Recueil de Lieder Opus 10 de Richard Strauss

14 ans avant le jeune Schönberg, le compositeur de 21 ans Richard Strauss était lui aussi en quête de nouvelles formes d’expression pour une poésie contemporaine, tournée vers le tournant du siècle. Comme on pouvait s’y attendre d’un génie apollinien de son envergure, il ne débuta pas sa production de Lieder par des chants poétiques et discrets, à la manière de Schönberg, mais avec un coup de maître. Il est rare qu’un compositeur ait présenté un premier recueil de Lieder aussi durablement couronné de succès que Strauss avec son Opus 10.

Entre août et octobre 1885, il mit en musique huit poèmes du poète à la mode Hermann von Gilm, à Munich, Steinach et Meiningen. Toujours en phase avec l’esprit de son temps, Strauss ne s’interrogea guère sur la qualité poétique de ces textes, mais il permit à Gilm d’accéder à l’immortalité par le biais de la musique, du moins à travers les poèmes Zueignung et Allerseelen.

Concernant les œuvres de l’Opus 10, Werner Oehlmann écrivait :
« Que les poèmes, issus du recueil Letzte Blätter (Dernières Feuilles) de Heinrich von Gilm, avec leur mélange de ferveur, de méditation et de sentimentalité, soient aujourd’hui considérés comme dépassés, la musique vive et puissante du jeune génie les a élevés au-dessus de leur époque et leur a permis de perdurer. Zueignung, un prélude enthousiaste, contient des éléments typiquement straussiens : un sentiment franc et inébranlable, un do majeur élémentaire et peu chromatisé, une mélodie souple et liée au texte, projetée avec exubérance vers le sommet : « Und beschworst darin die Bösen, daß ich, was ich nie gewesen, heilig, heilig ans Herz dir sank. » (Et tu as conjuré les mauvais esprits, afin que je devienne saint, moi qui ne l’avais jamais été, et que je tombe sacré contre ton cœur.) Les trois occurrences de « Habe Dank » (Reçois mes remerciements), d’abord contenues en un petit intervalle de tierce, puis éclatant avec enthousiasme en un saut de sixte majeur (sol-mi), figurent parmi ces mots ailés que la musique du tournant du siècle a produits.

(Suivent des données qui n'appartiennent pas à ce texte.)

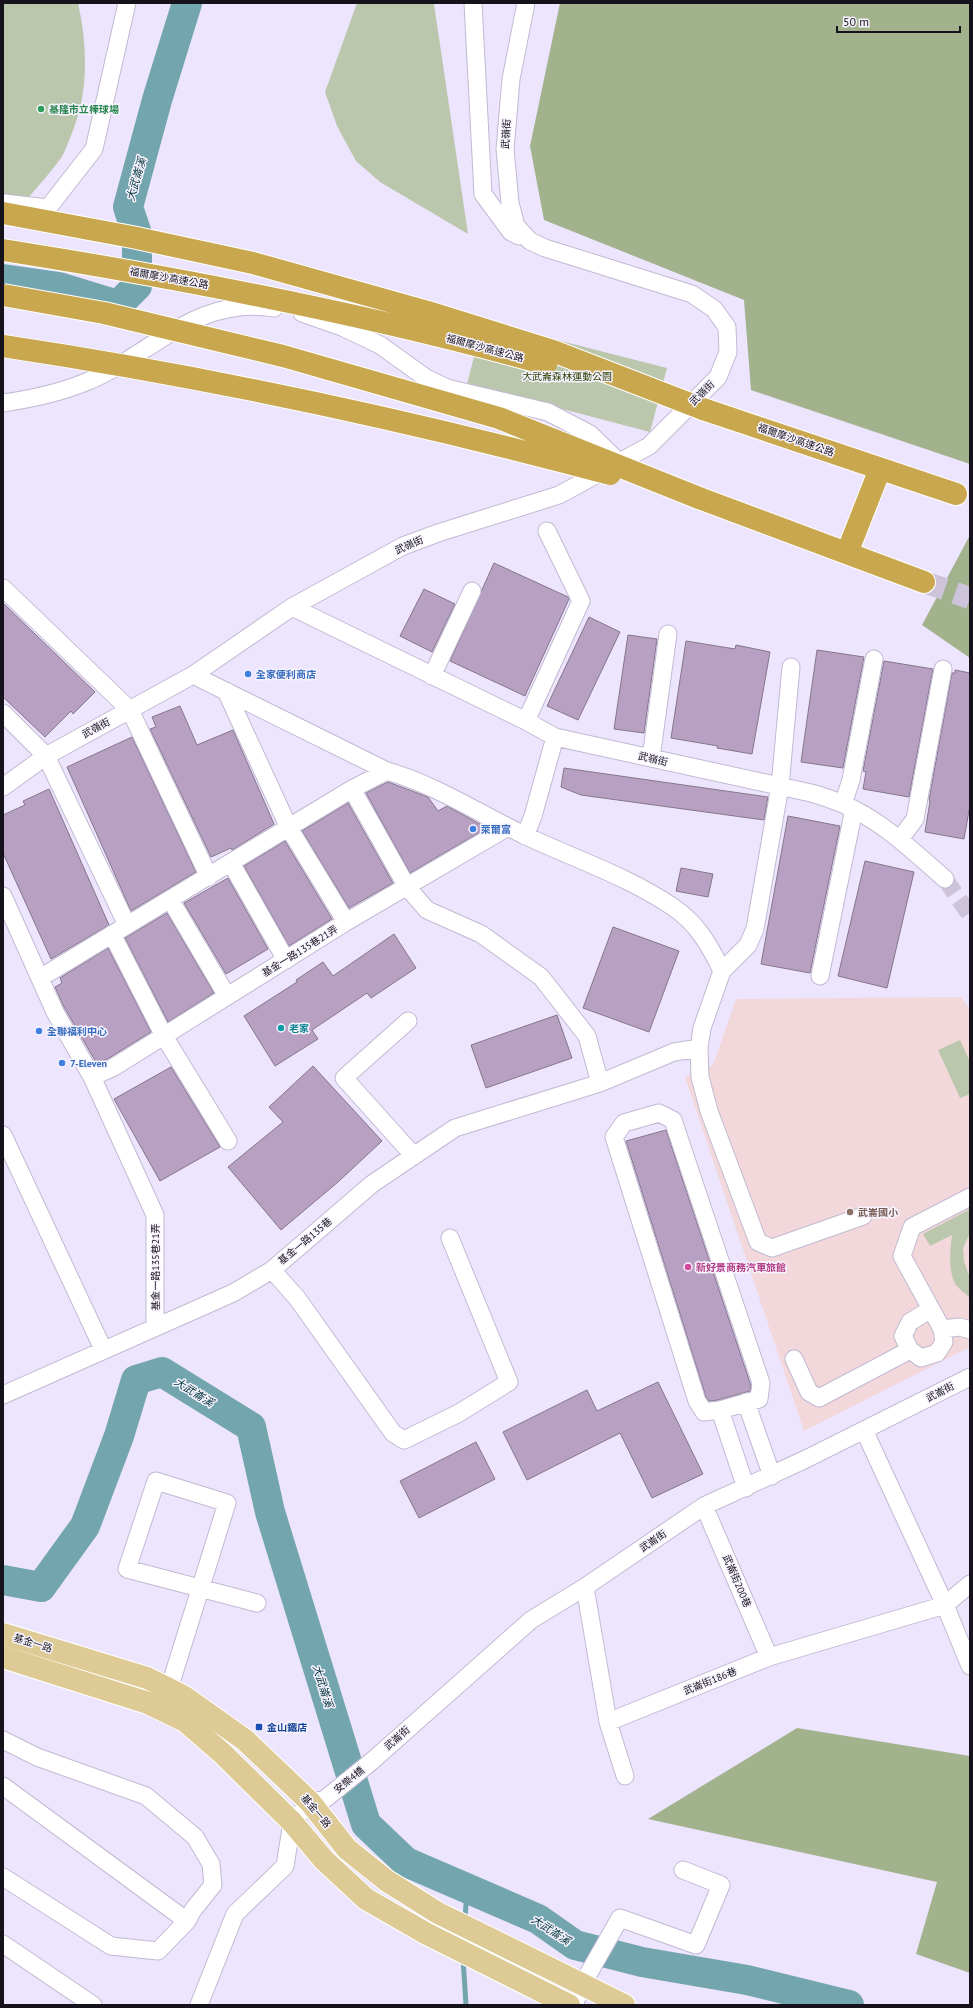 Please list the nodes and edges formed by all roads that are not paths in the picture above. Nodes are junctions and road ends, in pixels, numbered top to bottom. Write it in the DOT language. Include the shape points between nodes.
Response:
graph roads {
  1 [pos="127,3"];
  2 [pos="473,3"];
  3 [pos="526,3"];
  4 [pos="3,203"];
  5 [pos="3,213"];
  6 [pos="530,241"];
  7 [pos="3,250"];
  8 [pos="3,295"];
  9 [pos="3,335"];
  10 [pos="3,346"];
  11 [pos="3,403"];
  12 [pos="320,403"];
  13 [pos="703,409"];
  14 [pos="619,462"];
  15 [pos="880,469"];
  16 [pos="956,494"];
  17 [pos="699,498"];
  18 [pos="547,531"];
  19 [pos="847,552"];
  20 [pos="924,582"];
  21 [pos="3,588"];
  22 [pos="472,591"];
  23 [pos="292,607"];
  24 [pos="668,634"];
  25 [pos="874,659"];
  26 [pos="790,667"];
  27 [pos="943,668"];
  28 [pos="193,675"];
  29 [pos="432,676"];
  30 [pos="226,691"];
  31 [pos="130,710"];
  32 [pos="3,713"];
  33 [pos="526,721"];
  34 [pos="555,737"];
  35 [pos="46,756"];
  36 [pos="650,758"];
  37 [pos="387,771"];
  38 [pos="780,786"];
  39 [pos="3,787"];
  40 [pos="352,789"];
  41 [pos="849,807"];
  42 [pos="508,827"];
  43 [pos="289,828"];
  44 [pos="525,836"];
  45 [pos="900,839"];
  46 [pos="231,864"];
  47 [pos="208,877"];
  48 [pos="945,879"];
  49 [pos="407,887"];
  50 [pos="3,896"];
  51 [pos="170,899"];
  52 [pos="346,922"];
  53 [pos="127,925"];
  54 [pos="112,934"];
  55 [pos="286,960"];
  56 [pos="722,971"];
  57 [pos="820,976"];
  58 [pos="40,978"];
  59 [pos="227,996"];
  60 [pos="408,1021"];
  61 [pos="164,1036"];
  62 [pos="699,1048"];
  63 [pos="92,1077"];
  64 [pos="600,1083"];
  65 [pos="3,1136"];
  66 [pos="228,1141"];
  67 [pos="414,1156"];
  68 [pos="970,1197"];
  69 [pos="864,1216"];
  70 [pos="450,1238"];
  71 [pos="272,1270"];
  72 [pos="931,1309"];
  73 [pos="155,1327"];
  74 [pos="942,1329"];
  75 [pos="970,1330"];
  76 [pos="103,1349"];
  77 [pos="910,1350"];
  78 [pos="794,1359"];
  79 [pos="970,1377"];
  80 [pos="3,1395"];
  81 [pos="746,1402"];
  82 [pos="720,1410"];
  83 [pos="864,1430"];
  84 [pos="772,1476"];
  85 [pos="746,1488"];
  86 [pos="704,1506"];
  87 [pos="970,1584"];
  88 [pos="585,1587"];
  89 [pos="201,1589"];
  90 [pos="257,1603"];
  91 [pos="945,1605"];
  92 [pos="3,1634"];
  93 [pos="3,1657"];
  94 [pos="769,1657"];
  95 [pos="970,1666"];
  96 [pos="169,1689"];
  97 [pos="608,1722"];
  98 [pos="3,1740"];
  99 [pos="372,1761"];
  100 [pos="625,1776"];
  101 [pos="3,1786"];
  102 [pos="318,1800"];
  103 [pos="292,1822"];
  104 [pos="683,1870"];
  105 [pos="3,1877"];
  106 [pos="187,1921"];
  107 [pos="3,1944"];
  108 [pos="582,1984"];
  109 [pos="93,2005"];
  110 [pos="199,2005"];
  111 [pos="569,2005"];
  112 [pos="574,2005"];
  113 [pos="624,2005"];
  1 -- 4 [label="street" via="94,149 48,208"];
  2 -- 6 [label="street" via="483,194 511,232"];
  3 -- 6 [label="street, 武嶺街" via="511,79 505,149 510,203 516,226"];
  5 -- 13 [label="highway, bridge" via="260,265 428,312 553,351"];
  6 -- 14 [label="street, 武嶺街" via="692,294 714,309 727,327 728,352 718,377 648,446"];
  7 -- 13 [label="highway, 福爾摩沙高速公路, bridge" via="164,276 311,305 460,340"];
  8 -- 17 [label="highway, bridge" via="104,314 283,356 499,418"];
  9 -- 12 [label="highway, bridge" via="94,349"];
  10 -- 12 [label="highway, bridge" via="219,382"];
  11 -- 14 [label="street" via="33,398 86,382 145,350 184,324 228,307 257,305 298,312 342,327 380,345 426,378 447,388 548,412 590,434"];
  12 -- 17 [label="highway, bridge" via="491,442"];
  13 -- 15 [label="highway, 福爾摩沙高速公路"];
  14 -- 23 [label="street, 武嶺街" via="559,495 403,546"];
  15 -- 16 [label="highway, 福爾摩沙高速公路"];
  15 -- 19 [label="highway"];
  17 -- 19 [label="highway"];
  18 -- 33 [label="street" via="581,601"];
  19 -- 20 [label="highway"];
  21 -- 31 [label="street"];
  22 -- 29 [label="street"];
  23 -- 28 [label="street, 武嶺街"];
  23 -- 29 [label="street, 武嶺街"];
  24 -- 36 [label="street"];
  25 -- 41 [label="street" via="851,780"];
  26 -- 38 [label="street"];
  27 -- 45 [label="street" via="915,819"];
  28 -- 30 [label="street"];
  28 -- 31 [label="street, 武嶺街"];
  29 -- 33 [label="street, 武嶺街"];
  30 -- 37 [label="street"];
  30 -- 43 [label="street"];
  31 -- 35 [label="street, 武嶺街"];
  31 -- 47 [label="street"];
  32 -- 35 [label="street"];
  33 -- 34 [label="street, 武嶺街"];
  34 -- 36 [label="street, 武嶺街"];
  34 -- 44 [label="street"];
  35 -- 39 [label="street, 武嶺街"];
  35 -- 53 [label="street"];
  36 -- 38 [label="street, 武嶺街"];
  37 -- 40 [label="street"];
  37 -- 42 [label="street" via="411,778"];
  38 -- 41 [label="street, 武嶺街" via="811,793"];
  38 -- 56 [label="street" via="755,929 748,945"];
  40 -- 43 [label="street"];
  40 -- 49 [label="street"];
  41 -- 45 [label="street, 武嶺街"];
  41 -- 57 [label="street"];
  42 -- 44 [label="street"];
  42 -- 49 [label="street, 基金一路135巷21弄"];
  43 -- 46 [label="street"];
  43 -- 52 [label="street"];
  44 -- 56 [label="street" via="629,882 674,907 696,926"];
  45 -- 48 [label="street, 武嶺街"];
  46 -- 47 [label="street"];
  46 -- 55 [label="street"];
  47 -- 51 [label="street"];
  49 -- 52 [label="street, 基金一路135巷21弄"];
  49 -- 64 [label="street" via="426,910 481,934 541,977 587,1036"];
  50 -- 58 [label="street, 基金一路135巷21弄"];
  51 -- 53 [label="street"];
  51 -- 59 [label="street"];
  52 -- 55 [label="street, 基金一路135巷21弄"];
  53 -- 54 [label="street"];
  54 -- 58 [label="street"];
  54 -- 61 [label="street"];
  55 -- 59 [label="street, 基金一路135巷21弄"];
  56 -- 62 [label="street" via="702,1028"];
  58 -- 63 [label="street, 基金一路135巷21弄" via="55,1012"];
  59 -- 61 [label="street, 基金一路135巷21弄"];
  60 -- 67 [label="street" via="344,1078"];
  61 -- 63 [label="street, 基金一路135巷21弄"];
  61 -- 66 [label="street"];
  62 -- 64 [label="street, 基金一路135巷" via="674,1052"];
  62 -- 69 [label="street" via="700,1077 709,1111 758,1242 772,1248"];
  63 -- 73 [label="street, 基金一路135巷21弄" via="155,1214"];
  64 -- 67 [label="street, 基金一路135巷" via="455,1128"];
  65 -- 76 [label="street"];
  67 -- 71 [label="street, 基金一路135巷" via="372,1184"];
  68 -- 72 [label="street" via="912,1227 902,1256"];
  70 -- 71 [label="street" via="509,1382 459,1413 404,1440 393,1433 297,1298"];
  71 -- 73 [label="street, 基金一路135巷" via="233,1292"];
  72 -- 74 [label="street"];
  72 -- 77 [label="street" via="910,1322 903,1336"];
  73 -- 76 [label="street, 基金一路135巷"];
  74 -- 75 [label="street" via="960,1327"];
  74 -- 77 [label="street" via="944,1342 937,1352 921,1358"];
  76 -- 80 [label="street, 基金一路135巷"];
  77 -- 78 [label="street" via="819,1398 809,1392"];
  79 -- 83 [label="street, 武崙街"];
  81 -- 82 [label="street"];
  81 -- 82 [label="street" via="758,1399 761,1383 673,1120 659,1113 624,1123 614,1137 697,1401 704,1412"];
  81 -- 84 [label="street"];
  82 -- 85 [label="street"];
  83 -- 84 [label="street, 武崙街"];
  83 -- 91 [label="street"];
  84 -- 85 [label="street, 武崙街"];
  85 -- 86 [label="street, 武崙街"];
  86 -- 88 [label="street, 武崙街"];
  86 -- 94 [label="street, 武崙街200巷"];
  87 -- 91 [label="street"];
  88 -- 97 [label="street"];
  88 -- 99 [label="street, 武崙街" via="531,1620"];
  89 -- 89 [label="street" via="127,1569 156,1481 227,1503"];
  89 -- 90 [label="street"];
  89 -- 96 [label="street"];
  91 -- 94 [label="street, 武崙街186巷"];
  91 -- 95 [label="street"];
  92 -- 96 [label="main road, 基金一路" via="147,1678"];
  93 -- 103 [label="main road" via="148,1703 185,1721 223,1754"];
  94 -- 97 [label="street, 武崙街186巷"];
  96 -- 102 [label="main road, 基金一路" via="213,1716"];
  97 -- 100 [label="street"];
  98 -- 106 [label="street" via="37,1757 146,1796 195,1837 212,1864 213,1885"];
  99 -- 102 [label="street, 安樂4橋"];
  101 -- 106 [label="street"];
  102 -- 103 [label="street, 安樂4橋"];
  102 -- 108 [label="main road, 基金一路" via="347,1849 387,1881 438,1913"];
  103 -- 110 [label="street" via="285,1866 235,1914"];
  103 -- 111 [label="main road" via="324,1860 366,1899 427,1934"];
  104 -- 108 [label="street" via="721,1885 696,1945 620,1918"];
  105 -- 106 [label="street" via="111,1946 158,1951"];
  107 -- 109 [label="street"];
  108 -- 112 [label="street"];
  108 -- 113 [label="main road, 基金一路"];
}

Nichts (« Nennen soll ich, sagt ihr, meine Königin ? »« Dois-je la nommer, dites-vous, ma reine ? ») est léger et élégant dans sa formulation.
Die Zeitlose (« Auf frisch gemähtem Weideplatz »« Sur un pré fraîchement fauché »), un arioso sobre et sérieux, déclamé avec expressivité.

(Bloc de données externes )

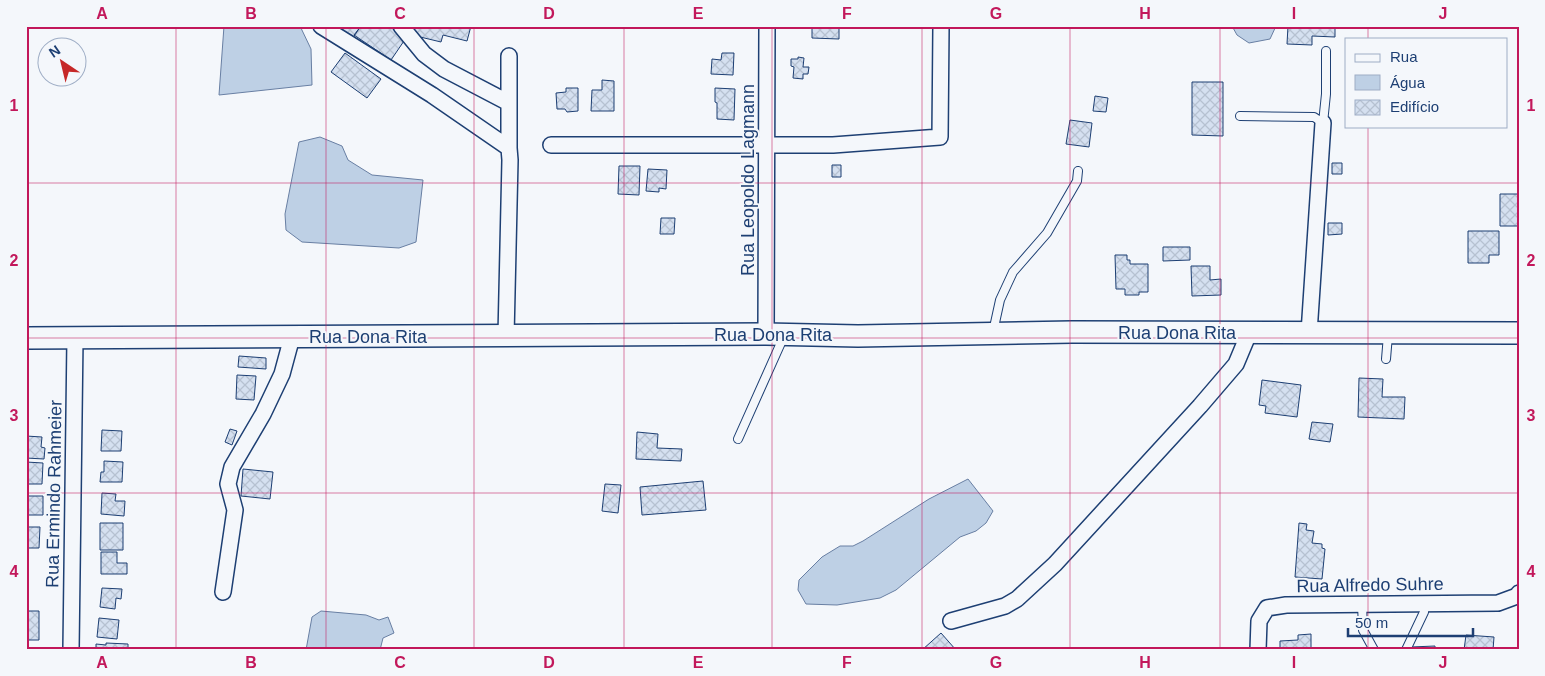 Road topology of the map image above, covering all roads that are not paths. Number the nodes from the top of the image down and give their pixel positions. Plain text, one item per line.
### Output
1 (321, 26) edge
2 (401, 26) edge
3 (767, 26) edge
4 (941, 26) edge
5 (1326, 51) dead end
6 (509, 56) dead end
7 (509, 103) junction
8 (1240, 116) dead end
9 (1323, 123) junction
10 (768, 144) junction
11 (551, 145) dead end
12 (509, 148) junction
13 (1078, 171) dead end
14 (1249, 333) junction
15 (1309, 333) junction
16 (1388, 333) junction
17 (1519, 333) edge
18 (992, 334) junction
19 (775, 335) junction
20 (506, 336) junction
21 (292, 337) junction
22 (26, 338) edge
23 (75, 338) junction
24 (1386, 359) dead end
25 (738, 439) dead end
26 (223, 592) dead end
27 (1518, 595) edge
28 (1362, 603) junction
29 (1425, 603) junction
30 (951, 621) dead end
31 (71, 650) edge
32 (1258, 650) edge
33 (1374, 650) edge
34 (1406, 650) edge

1 - 12 street
2 - 7 street
3 - 10 street, Rua Leopoldo Lagmann
4 - 10 street
5 - 9 lane
6 - 7 street
7 - 12 street
8 - 9 lane
9 - 15 street
10 - 11 street
10 - 19 street, Rua Leopoldo Lagmann
12 - 20 street
13 - 18 lane
14 - 15 main road, Rua Dona Rita
14 - 18 main road, Rua Dona Rita
14 - 30 street
15 - 16 main road, Rua Dona Rita
16 - 17 main road, Rua Dona Rita
16 - 24 lane
18 - 19 main road, Rua Dona Rita
19 - 20 main road, Rua Dona Rita
19 - 25 lane
20 - 21 main road, Rua Dona Rita
21 - 23 main road, Rua Dona Rita
21 - 26 street
22 - 23 main road, Rua Dona Rita
23 - 31 street, Rua Ermindo Rahmeier
27 - 29 street, Rua Alfredo Suhre
28 - 29 street, Rua Alfredo Suhre
28 - 32 street, Rua Alfredo Suhre
28 - 33 lane
29 - 34 lane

Allerseelen (« Stell auf den Tisch die duftenden Reseden »« Mets sur la table les résédas odorants ») est l’un des Lieder les plus chantés de Strauss ; on peut admirer comment la clarté et la spontanéité de la diction musicale transcendent la sentimentalité du texte et placent cette scène empreinte de souvenirs à une distance objectivante. » (Source: traduit en français de Kammermusiführer).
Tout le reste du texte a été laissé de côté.